Is there any treatment for FND?

Psychological intervention such as CBT is widely recognised as the most effective treatment. Early diagnosis and intervention with CBT has the greatest impact for a positive prognosis. As such, it is in the interests for Claimants to seek it and Defendants to offer it in order to prevent the disorder and patient from spiralling (along with the litigation, damages and costs associated with this).

Other interventions can include physiotherapy, which is most often required to overcome secondary complications of FND such as muscle weakness and stiffness. Medication can also be helpful to treat any underlying or co-morbid psychological disorders which may be contributing to and worsening FND. 

Points for the practitioner

Cases involving FND are serious, complex, potentially high-value and require careful management from the start.

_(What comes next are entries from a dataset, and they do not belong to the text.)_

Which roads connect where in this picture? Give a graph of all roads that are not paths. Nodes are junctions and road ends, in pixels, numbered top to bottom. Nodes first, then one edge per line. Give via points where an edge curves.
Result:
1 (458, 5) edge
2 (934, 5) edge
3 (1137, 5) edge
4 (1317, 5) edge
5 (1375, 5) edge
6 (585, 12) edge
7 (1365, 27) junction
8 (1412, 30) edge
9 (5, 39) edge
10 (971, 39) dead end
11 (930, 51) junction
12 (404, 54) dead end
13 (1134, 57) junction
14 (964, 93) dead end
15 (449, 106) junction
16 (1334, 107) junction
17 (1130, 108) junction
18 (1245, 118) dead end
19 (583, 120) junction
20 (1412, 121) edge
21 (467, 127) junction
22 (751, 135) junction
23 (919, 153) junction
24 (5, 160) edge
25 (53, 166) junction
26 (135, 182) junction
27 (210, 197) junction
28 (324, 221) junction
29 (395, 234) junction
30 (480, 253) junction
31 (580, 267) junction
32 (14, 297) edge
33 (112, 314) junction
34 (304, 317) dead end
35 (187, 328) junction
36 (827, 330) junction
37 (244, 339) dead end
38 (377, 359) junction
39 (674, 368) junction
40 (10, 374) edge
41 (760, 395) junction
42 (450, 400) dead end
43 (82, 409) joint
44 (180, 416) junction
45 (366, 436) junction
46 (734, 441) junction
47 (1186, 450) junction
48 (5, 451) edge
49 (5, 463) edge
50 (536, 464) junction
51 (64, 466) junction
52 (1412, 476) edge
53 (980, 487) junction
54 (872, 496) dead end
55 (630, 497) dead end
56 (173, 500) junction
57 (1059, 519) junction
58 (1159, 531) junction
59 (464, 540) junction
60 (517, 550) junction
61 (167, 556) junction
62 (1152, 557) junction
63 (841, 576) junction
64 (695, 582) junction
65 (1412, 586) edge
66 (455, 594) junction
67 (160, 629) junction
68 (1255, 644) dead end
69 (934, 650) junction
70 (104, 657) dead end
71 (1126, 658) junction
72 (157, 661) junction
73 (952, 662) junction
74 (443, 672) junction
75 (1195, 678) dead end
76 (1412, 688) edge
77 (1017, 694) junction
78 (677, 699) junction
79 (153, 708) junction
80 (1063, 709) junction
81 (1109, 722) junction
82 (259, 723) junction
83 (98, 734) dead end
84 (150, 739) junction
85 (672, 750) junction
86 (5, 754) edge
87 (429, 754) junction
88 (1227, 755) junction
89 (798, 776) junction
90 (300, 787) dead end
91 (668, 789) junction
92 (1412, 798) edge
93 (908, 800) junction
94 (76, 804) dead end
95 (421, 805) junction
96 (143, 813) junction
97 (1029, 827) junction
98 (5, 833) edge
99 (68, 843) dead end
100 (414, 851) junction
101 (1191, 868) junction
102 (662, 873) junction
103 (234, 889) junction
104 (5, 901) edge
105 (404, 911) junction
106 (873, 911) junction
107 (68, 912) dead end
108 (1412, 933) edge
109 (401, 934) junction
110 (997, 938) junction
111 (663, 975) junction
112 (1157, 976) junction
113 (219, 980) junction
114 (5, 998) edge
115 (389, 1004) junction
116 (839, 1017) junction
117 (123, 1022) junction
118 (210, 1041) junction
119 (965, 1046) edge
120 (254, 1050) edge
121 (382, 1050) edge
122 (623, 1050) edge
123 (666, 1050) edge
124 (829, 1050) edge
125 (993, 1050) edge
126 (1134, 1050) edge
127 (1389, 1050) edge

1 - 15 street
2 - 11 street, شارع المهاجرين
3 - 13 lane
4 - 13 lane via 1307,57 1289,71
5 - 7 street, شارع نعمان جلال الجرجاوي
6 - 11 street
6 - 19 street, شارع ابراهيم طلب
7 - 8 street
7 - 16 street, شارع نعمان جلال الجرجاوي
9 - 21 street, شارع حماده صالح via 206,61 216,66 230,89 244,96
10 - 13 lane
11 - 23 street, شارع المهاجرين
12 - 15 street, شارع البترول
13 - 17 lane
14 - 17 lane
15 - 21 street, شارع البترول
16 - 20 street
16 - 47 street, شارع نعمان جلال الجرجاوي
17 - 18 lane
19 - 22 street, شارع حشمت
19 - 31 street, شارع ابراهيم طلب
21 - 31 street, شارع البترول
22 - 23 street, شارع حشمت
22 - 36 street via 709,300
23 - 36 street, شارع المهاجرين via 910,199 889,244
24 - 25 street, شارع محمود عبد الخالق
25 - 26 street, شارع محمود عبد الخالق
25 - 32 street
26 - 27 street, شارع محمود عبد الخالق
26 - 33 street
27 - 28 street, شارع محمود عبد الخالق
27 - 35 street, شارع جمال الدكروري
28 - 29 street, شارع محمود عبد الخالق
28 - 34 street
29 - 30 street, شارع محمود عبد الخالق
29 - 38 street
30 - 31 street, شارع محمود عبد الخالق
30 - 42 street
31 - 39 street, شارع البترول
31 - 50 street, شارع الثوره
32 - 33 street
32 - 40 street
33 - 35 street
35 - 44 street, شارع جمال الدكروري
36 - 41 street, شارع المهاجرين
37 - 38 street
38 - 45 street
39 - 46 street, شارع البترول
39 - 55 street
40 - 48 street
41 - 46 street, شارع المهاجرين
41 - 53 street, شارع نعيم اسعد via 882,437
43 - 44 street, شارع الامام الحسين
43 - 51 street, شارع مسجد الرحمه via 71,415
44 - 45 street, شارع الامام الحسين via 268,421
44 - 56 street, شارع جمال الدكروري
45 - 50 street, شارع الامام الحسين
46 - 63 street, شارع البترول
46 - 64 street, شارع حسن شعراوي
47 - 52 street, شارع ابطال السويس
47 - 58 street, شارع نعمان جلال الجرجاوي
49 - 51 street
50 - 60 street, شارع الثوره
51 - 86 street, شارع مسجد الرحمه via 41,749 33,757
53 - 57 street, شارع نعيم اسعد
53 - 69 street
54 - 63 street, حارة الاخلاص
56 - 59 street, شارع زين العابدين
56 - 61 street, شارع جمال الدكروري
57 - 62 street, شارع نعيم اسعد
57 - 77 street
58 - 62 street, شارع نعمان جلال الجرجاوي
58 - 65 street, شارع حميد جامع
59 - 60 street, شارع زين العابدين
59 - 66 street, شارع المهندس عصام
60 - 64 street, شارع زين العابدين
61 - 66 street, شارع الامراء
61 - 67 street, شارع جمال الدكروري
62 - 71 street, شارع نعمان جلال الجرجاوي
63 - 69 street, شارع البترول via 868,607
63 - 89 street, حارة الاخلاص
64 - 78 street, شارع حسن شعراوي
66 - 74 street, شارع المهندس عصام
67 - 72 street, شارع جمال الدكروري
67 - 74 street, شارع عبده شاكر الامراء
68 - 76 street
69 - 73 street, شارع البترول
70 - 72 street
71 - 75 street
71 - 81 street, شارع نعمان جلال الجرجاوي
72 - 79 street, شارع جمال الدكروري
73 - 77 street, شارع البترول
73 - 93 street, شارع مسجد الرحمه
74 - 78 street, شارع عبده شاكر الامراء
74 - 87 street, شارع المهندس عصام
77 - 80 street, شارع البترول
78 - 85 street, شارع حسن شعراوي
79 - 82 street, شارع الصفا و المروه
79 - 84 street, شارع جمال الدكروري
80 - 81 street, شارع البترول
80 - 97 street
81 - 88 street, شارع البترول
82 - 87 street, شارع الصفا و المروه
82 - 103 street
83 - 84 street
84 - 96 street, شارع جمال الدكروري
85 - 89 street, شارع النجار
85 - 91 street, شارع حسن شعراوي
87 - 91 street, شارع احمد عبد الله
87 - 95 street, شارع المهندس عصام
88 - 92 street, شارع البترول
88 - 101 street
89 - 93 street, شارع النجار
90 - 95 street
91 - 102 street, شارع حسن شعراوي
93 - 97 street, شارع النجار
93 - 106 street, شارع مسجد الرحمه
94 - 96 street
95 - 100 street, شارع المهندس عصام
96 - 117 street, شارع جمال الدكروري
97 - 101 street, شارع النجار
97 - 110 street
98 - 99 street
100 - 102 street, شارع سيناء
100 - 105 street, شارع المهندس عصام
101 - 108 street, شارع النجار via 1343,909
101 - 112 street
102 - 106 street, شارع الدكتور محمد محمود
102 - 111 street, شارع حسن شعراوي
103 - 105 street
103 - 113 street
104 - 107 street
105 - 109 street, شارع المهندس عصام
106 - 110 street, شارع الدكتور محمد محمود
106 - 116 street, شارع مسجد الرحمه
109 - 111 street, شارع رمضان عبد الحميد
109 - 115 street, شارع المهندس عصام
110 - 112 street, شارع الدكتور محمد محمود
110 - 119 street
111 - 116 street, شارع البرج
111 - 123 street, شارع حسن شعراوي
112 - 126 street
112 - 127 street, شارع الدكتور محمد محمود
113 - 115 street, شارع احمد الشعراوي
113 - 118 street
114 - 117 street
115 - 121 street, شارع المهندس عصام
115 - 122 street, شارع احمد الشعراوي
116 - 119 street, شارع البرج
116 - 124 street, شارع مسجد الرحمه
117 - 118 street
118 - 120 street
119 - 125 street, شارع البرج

Practitioners faced with claims in which the Claimant has a potential or actual FND diagnosis would be best advised to:

  1. comprehensively review all medical records;
  2. ensure that any medical experts have considered alternative diagnoses and reasoned their opinions;
  3. invite or offer (as the case may be) rehabilitation at an early stage; and
  4. warn of (if acting for the Claimant) or consider (if acting for the Defendant) surveillance evidence if there may be concerns. 

Overall, it is necessary treat the Claimant sensitively and with respect – if they do not accept the diagnosis of FND then the prognosis will be poor and the cost of the claim will spiral.